- THE PROBLEM -
Below are some entries. Copy each line that holds the string "Pellicer".

──────── RECORDS PROVIDED

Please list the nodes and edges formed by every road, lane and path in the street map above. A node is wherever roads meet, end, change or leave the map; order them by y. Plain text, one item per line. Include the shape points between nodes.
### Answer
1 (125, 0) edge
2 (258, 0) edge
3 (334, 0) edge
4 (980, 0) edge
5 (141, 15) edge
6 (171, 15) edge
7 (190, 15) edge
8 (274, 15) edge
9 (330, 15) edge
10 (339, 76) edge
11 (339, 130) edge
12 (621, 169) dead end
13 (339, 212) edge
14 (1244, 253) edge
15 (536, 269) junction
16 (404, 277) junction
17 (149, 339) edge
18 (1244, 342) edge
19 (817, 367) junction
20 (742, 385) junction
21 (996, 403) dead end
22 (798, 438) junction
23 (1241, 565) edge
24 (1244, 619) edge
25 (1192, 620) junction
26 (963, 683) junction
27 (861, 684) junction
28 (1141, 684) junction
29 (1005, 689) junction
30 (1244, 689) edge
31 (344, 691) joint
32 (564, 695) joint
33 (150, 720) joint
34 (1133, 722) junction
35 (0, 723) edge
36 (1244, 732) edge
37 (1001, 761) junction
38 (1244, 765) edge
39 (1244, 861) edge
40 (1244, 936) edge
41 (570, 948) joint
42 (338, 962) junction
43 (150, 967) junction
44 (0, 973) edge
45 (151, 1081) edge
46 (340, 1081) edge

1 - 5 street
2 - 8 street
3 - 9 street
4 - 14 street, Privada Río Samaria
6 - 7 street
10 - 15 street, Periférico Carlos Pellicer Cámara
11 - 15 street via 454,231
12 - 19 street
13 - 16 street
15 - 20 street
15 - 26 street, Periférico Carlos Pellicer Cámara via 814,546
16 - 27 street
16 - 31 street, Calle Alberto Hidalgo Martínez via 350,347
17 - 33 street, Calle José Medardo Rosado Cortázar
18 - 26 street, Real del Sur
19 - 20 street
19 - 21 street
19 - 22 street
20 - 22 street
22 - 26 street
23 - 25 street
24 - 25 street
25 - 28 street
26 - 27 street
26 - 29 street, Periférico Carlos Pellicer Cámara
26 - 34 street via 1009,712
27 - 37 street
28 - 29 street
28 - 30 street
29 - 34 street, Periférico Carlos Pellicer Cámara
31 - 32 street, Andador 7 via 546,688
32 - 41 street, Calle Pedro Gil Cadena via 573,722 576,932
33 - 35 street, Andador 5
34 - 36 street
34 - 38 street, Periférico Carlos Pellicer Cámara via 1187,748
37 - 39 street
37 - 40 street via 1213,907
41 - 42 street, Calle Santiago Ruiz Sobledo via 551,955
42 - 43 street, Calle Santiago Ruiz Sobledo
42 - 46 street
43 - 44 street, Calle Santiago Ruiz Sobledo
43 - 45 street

────────────────

- WRITTEN ANSWER -
10 - 15 street, Periférico Carlos Pellicer Cámara
15 - 26 street, Periférico Carlos Pellicer Cámara via 814,546
26 - 29 street, Periférico Carlos Pellicer Cámara
29 - 34 street, Periférico Carlos Pellicer Cámara
34 - 38 street, Periférico Carlos Pellicer Cámara via 1187,748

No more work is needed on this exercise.